企業が自己のものとしてため込んでいる資金のこと。一般には、企業の税引き後の年間純利益から配当を支払った残額(利益剰余金)を指すことが多い。その累積額は、企業の貸借対照表の貸方・純資産の中にある「利益剰余金」の欄に見ることができる。
近年、特に安倍内閣の「日本を世界で一番企業が活動しやすい国にしたい」という政策の下、企業の利益は著しく増えている。これに応じて、企業は株主への配当金を増やしているが、その支払い後に残る利益剰余金の額も、安倍内閣が発足した2012年度の9.9兆円から18年度の35.8兆円へと増えている。その残高は、12年度末に304兆円であったものが、18年度末には463兆円へと膨らんでいる(下図)。

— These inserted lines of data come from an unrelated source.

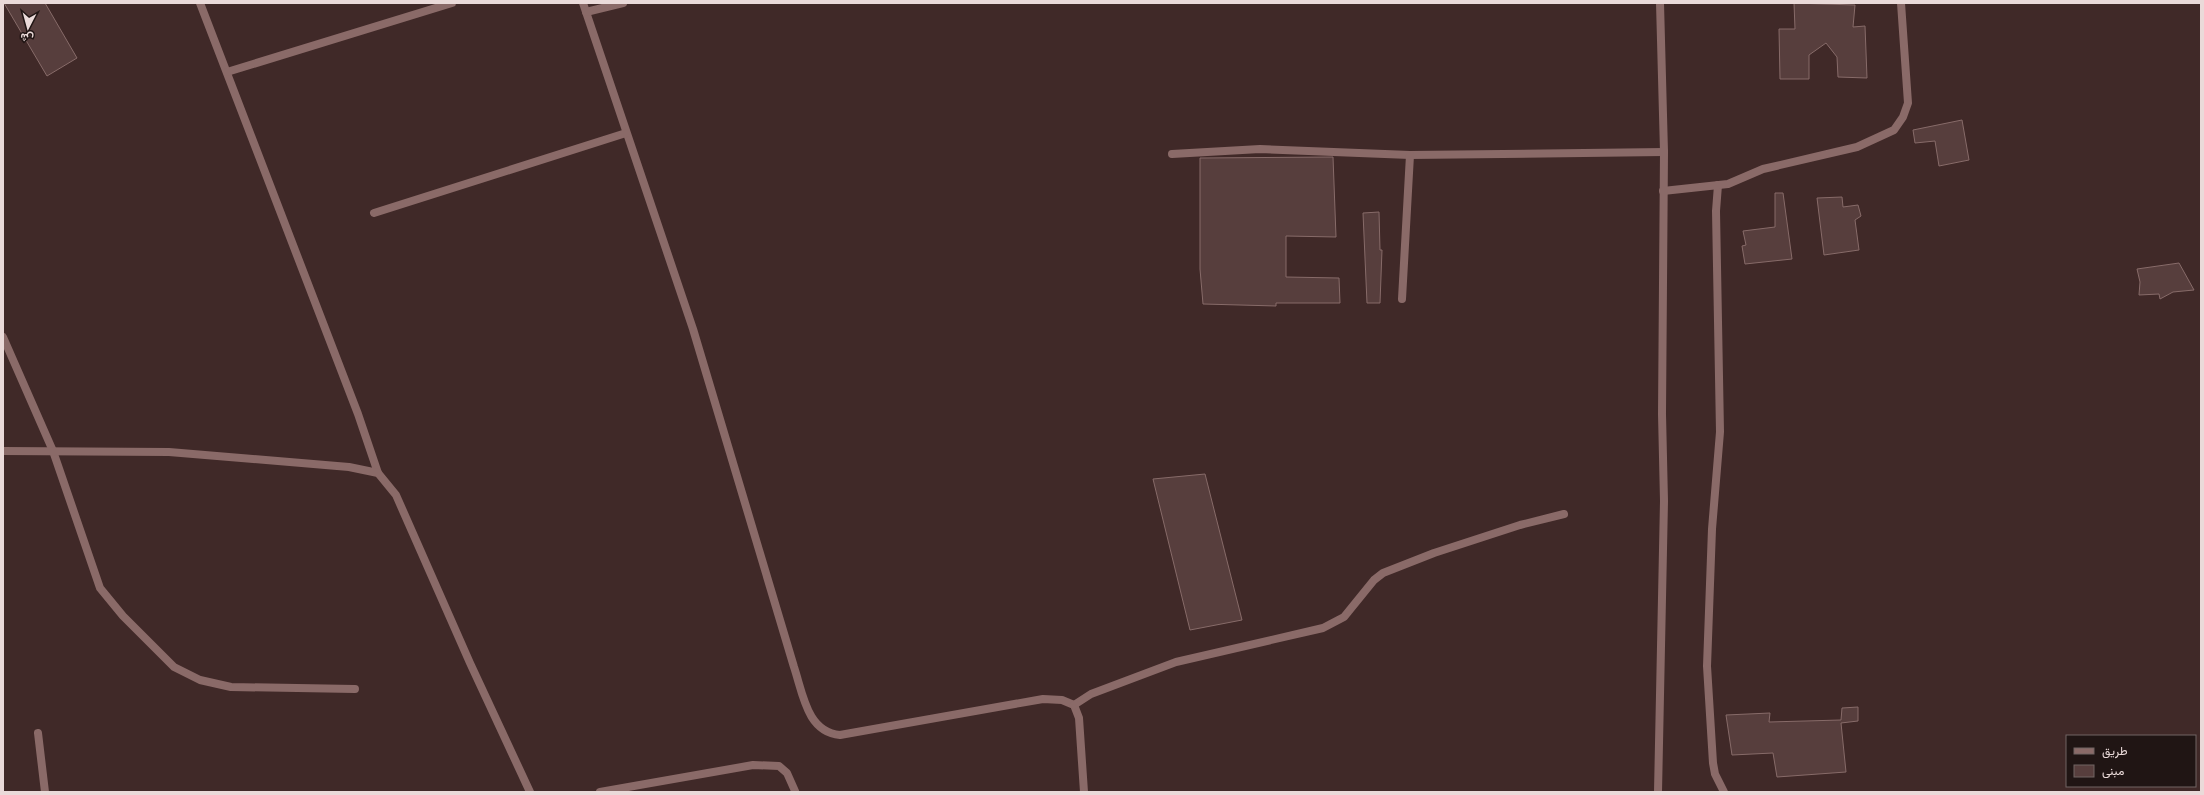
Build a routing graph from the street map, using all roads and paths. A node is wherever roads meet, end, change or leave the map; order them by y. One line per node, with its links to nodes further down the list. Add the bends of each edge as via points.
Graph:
1 (200, 3): 8 (street)
2 (452, 3): 8 (street)
3 (583, 3): 7 (street)
4 (623, 3): 7 (street)
5 (1660, 3): 10 (street)
6 (1902, 3): 13 (street, via 1908,103 1904,117 1894,130 1857,147 1763,169 1736,181)
7 (586, 12): 9 (street)
8 (227, 72): 20 (street, via 358,414)
9 (626, 133): 15 (street); 23 (street, via 693,329 794,667 813,722 829,734 840,735 1043,699 1062,700)
10 (1664, 152): 12 (street); 14 (street)
11 (1172, 154): 12 (street, via 1260,149)
12 (1410, 155): 16 (street)
13 (1718, 185): 14 (street); 31 (street, via 1716,217 1720,432 1712,536 1707,666 1713,763 1715,774)
14 (1663, 191): 30 (street, via 1663,608)
15 (374, 213)
16 (1402, 298)
17 (3, 337): 19 (street)
18 (3, 451): 19 (street)
19 (53, 451): 20 (street, via 169,452 349,467); 22 (street, via 100,588 123,616 174,667 200,680 231,687)
20 (378, 473): 27 (street, via 389,484 405,512 470,663)
21 (1564, 514): 23 (street, via 1520,525 1434,553 1383,573 1344,616 1323,628 1176,662 1091,694)
22 (355, 689)
23 (1074, 705): 29 (street, via 1079,718)
24 (38, 733): 26 (street)
25 (795, 791): 28 (street, via 787,773 779,766 752,765)
26 (46, 792)
27 (530, 792)
28 (600, 792)
29 (1084, 792)
30 (1658, 792)
31 (1724, 792)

企業がそのように内部留保をため込むようになったのは、新自由主義路線の下で激化する競争を勝ち抜くためには体力が必要であり、内部留保はその重要な指標だからと言えるだろう。また内部留保の増大は、経営者にとって相対的に自由に使える資金が増えることを意味する。株主にとっても、それによって株価が上がる。
ため込まれた内部留保は何に使われているのだろうか。現預金として保有される、借入金の返済に充てられる、設備投資に使われる、他企業の買収資金として使われるなどと説明することはできるが、貸借対照表の貸方・借方それぞれの大項目の数字から、全法人企業についてそれを把握することは難しい。

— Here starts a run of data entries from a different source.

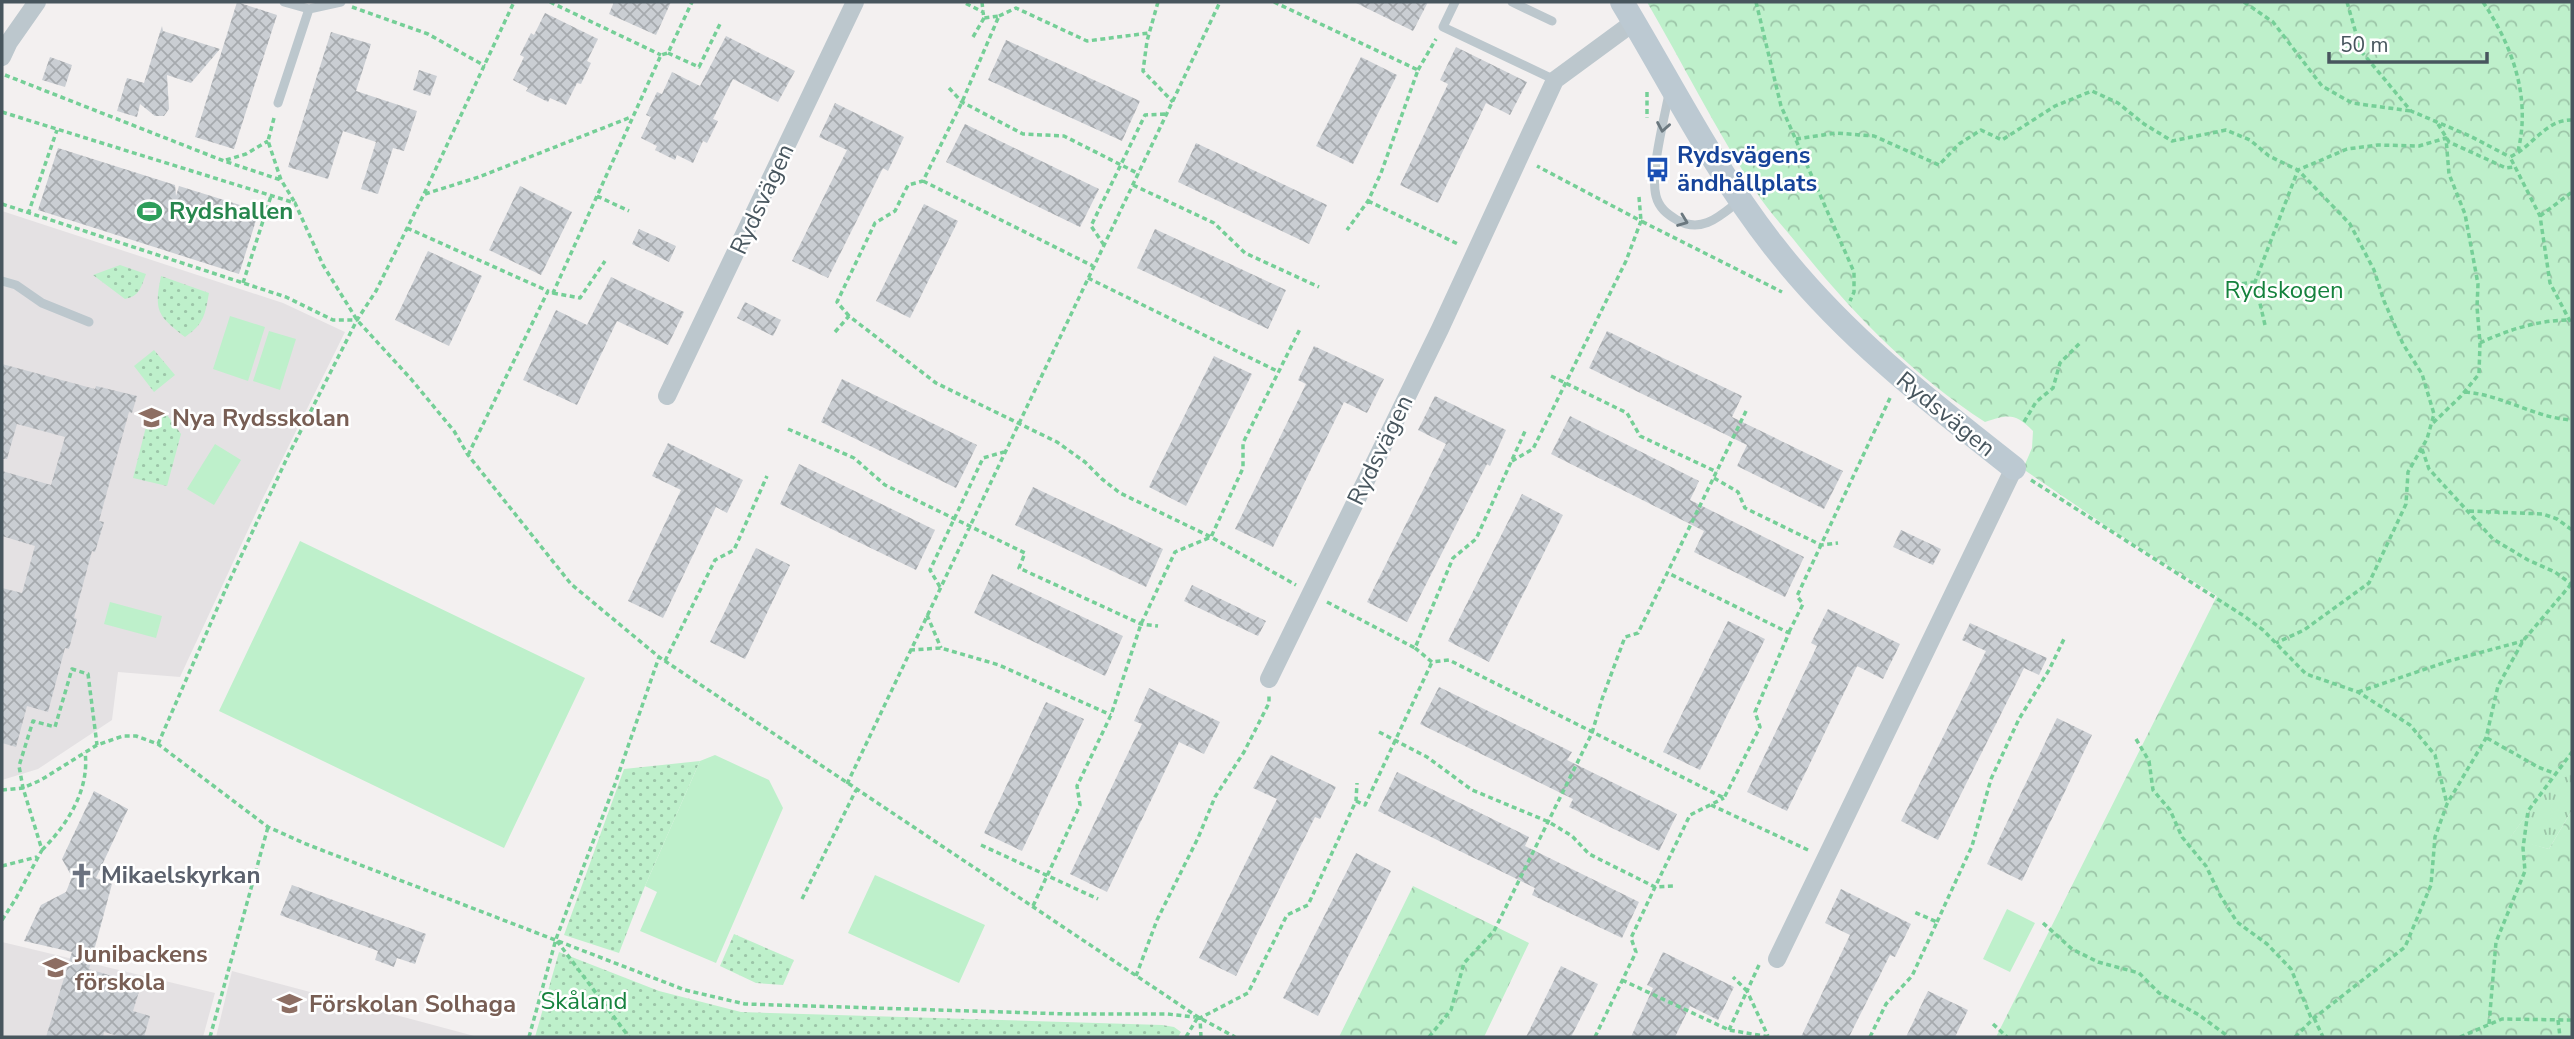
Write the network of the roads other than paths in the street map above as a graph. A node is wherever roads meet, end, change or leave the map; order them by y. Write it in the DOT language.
graph roads {
  1 [pos="37,2"];
  2 [pos="284,2"];
  3 [pos="340,2"];
  4 [pos="855,2"];
  5 [pos="1455,2"];
  6 [pos="1512,2"];
  7 [pos="309,9"];
  8 [pos="1628,12"];
  9 [pos="1552,21"];
  10 [pos="2,57"];
  11 [pos="1555,80"];
  12 [pos="1670,86"];
  13 [pos="278,103"];
  14 [pos="1741,200"];
  15 [pos="2,281"];
  16 [pos="89,322"];
  17 [pos="667,396"];
  18 [pos="2014,468"];
  19 [pos="1269,679"];
  20 [pos="1777,959"];
  1 -- 10 [label="street"];
  2 -- 7 [label="lane"];
  3 -- 7 [label="lane"];
  4 -- 17 [label="street, Rydsvägen"];
  5 -- 11 [label="lane"];
  6 -- 9 [label="lane"];
  7 -- 13 [label="lane"];
  8 -- 11 [label="street, Rydsvägen"];
  8 -- 12 [label="street, Rydsvägen"];
  11 -- 19 [label="street, Rydsvägen"];
  12 -- 14 [label="street, Rydsvägen"];
  12 -- 14 [label="lane, one-way"];
  14 -- 18 [label="street, Rydsvägen"];
  15 -- 16 [label="lane"];
  18 -- 20 [label="street, Rydsvägen"];
}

ただし、推測はできる。法人企業統計で、17年度の貸借対照表を12年度のそれと比較してみよう。貸方の負債・純資産を見ると、利益剰余金(内部留保)が304兆円から446兆円へと142兆円も増加している。他方、借方で大きく増加しているのは投資有価証券である。236兆円から343兆円へ、107兆円の増加だ。
ここから、内部留保の増加分は、もっぱら有価証券への投資に(他企業の買収、とりわけ海外企業の買収に)充てられているのではないか、また投機目的での株式投資、証券投資に遊休資金の活用として向けられているのではないか、という推測が成り立つ。
内部留保の膨張に対しては、それを企業買収資金として国外で使わせるのではなく、課税して国内で有効に活用してはどうか、という主張がある。しかし、これには二重課税という問題がある。二重課税だからいけないとは言わないが、入り口段階で、すなわち、多額の収益を上げた企業にそれなりの税を課すことで、内部留保の増加に歯止めをかける方が先であるし、現実的でもあるだろう。
加えて指摘しておけば、労働組合こそが内部留保の活用を迫れる立場にある。そもそも企業の収益は労働者の働きがあってのものである。にもかかわらず、昨今は、その成果がもっぱら企業に帰し、労働者には十分には分かち与えられていない。企業の支払人件費は、18年度は209兆円。12年度の197兆円に比して6%増にとどまっている。企業の経常利益が12年度の48.5兆円から18年度の83.9兆円へと1・7倍に、内部留保の額が12年度の9.9兆円から18年度の35.8兆円へと3.6倍に膨らんでいるのと比べ、いかにも少ない。労働組合こそ、「内部留保を取り崩してでも賃上げを」と主張する権利を持っているのである。